20 Jahre nach Inkrafttreten des ersten Vertrags über die Reduzierung strategischer Arsenale ist die atomare Abrüstung zum Erliegen gekommen

Von Wolfgang Kötter

Am 5. Dezember 1994 trat der erste Vertrag zur Reduzierung der strategischen Rüstungen (Strategic Arms Reduction Treaty - START) zwischen Russland und den USA in Kraft. Es war ein historischer Vertrag, der da am 31. Juli 1991, fünf Monate vor dem Zerfall der UdSSR, von US-Präsident George H. W. Bush und Michail Gorbatschow für die Sowjetunion unterzeichnet worden war. Sah er doch erstmals eine Verminderung der tödlichen Arsenale auf jeweils 1.600 Trägersysteme mit maximal 6.000 nuklearen Gefechtsköpfen, die Halbierung der schweren sowjetischen Interkontinentalraketen und eine Obergrenze von 4.900 auf Interkontinentalraketen und U-Booten stationierten Atomsprengköpfen vor.
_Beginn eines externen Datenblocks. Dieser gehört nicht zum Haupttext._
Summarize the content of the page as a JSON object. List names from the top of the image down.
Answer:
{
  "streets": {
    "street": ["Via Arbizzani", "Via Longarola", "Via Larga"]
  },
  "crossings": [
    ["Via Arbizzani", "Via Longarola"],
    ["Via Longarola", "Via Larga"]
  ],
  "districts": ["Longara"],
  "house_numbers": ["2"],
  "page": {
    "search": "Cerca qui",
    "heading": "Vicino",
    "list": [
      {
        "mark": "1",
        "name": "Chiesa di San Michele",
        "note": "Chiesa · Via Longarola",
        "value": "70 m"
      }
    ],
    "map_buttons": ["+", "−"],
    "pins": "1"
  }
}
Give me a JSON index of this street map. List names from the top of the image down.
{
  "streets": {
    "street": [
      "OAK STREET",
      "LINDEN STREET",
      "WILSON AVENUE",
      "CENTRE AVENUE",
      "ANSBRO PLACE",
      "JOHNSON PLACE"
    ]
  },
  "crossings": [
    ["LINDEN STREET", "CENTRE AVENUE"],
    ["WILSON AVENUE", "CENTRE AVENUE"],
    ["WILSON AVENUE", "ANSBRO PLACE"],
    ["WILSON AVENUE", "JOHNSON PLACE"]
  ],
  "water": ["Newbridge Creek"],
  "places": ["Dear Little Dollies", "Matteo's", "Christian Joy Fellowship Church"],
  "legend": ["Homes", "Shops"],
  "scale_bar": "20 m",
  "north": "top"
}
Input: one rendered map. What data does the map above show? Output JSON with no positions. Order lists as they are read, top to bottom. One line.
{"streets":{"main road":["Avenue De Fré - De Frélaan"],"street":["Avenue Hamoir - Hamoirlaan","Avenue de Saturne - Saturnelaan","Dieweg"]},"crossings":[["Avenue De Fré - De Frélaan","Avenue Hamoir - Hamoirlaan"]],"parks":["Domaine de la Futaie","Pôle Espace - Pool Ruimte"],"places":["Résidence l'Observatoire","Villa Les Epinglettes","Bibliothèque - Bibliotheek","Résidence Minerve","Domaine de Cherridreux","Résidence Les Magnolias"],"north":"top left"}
Weitere Festlegungen betrafen Verifikationsmaßnahmen wie Vor-Ort-Inspektionen und ein Verbot, bei Raketentestflügen die übermittelten Flugdaten zu verschlüsseln. Nach dem Ende der Sowjetunion wurde die Gültigkeit des START-Abkommens in einem Zusatzprotokoll auf die USA, Russland, Weißrussland, Kasachstan und die Ukraine umgeschrieben. Die letzteren drei Staaten haben danach ihre Atomwaffen vollständig abgerüstet.

Weitere Schritte auf dem steinigen Weg nuklearer Abrüstung

Nachdem sich zu Beginn der 1990er Jahre ein weiteres START-Abkommen abzeichnete, wurde START in START I umbenannt und lief Ende Dezember 2009 aus. START II wurde am 3. Januar 1993 von George H. W. Bush und Boris Jelzin für Russland unterzeichnet, trat jedoch nie formal in Kraft. Beide Seiten hielten sich aber weitgehend an die Hauptbestimmungen. Der Vertrag verlangte den Abbau der strategischen Atomsprengköpfe auf jeweils 3.000 bis 3.500. Der vereinbarte Verzicht auf Mehrfachsprengköpfe wurde von Russland nach der Aufkündigung des ABM-Vertrages über die Begrenzung der Raketenabwehrsysteme durch die USA in 2002 für obsolet erklärt.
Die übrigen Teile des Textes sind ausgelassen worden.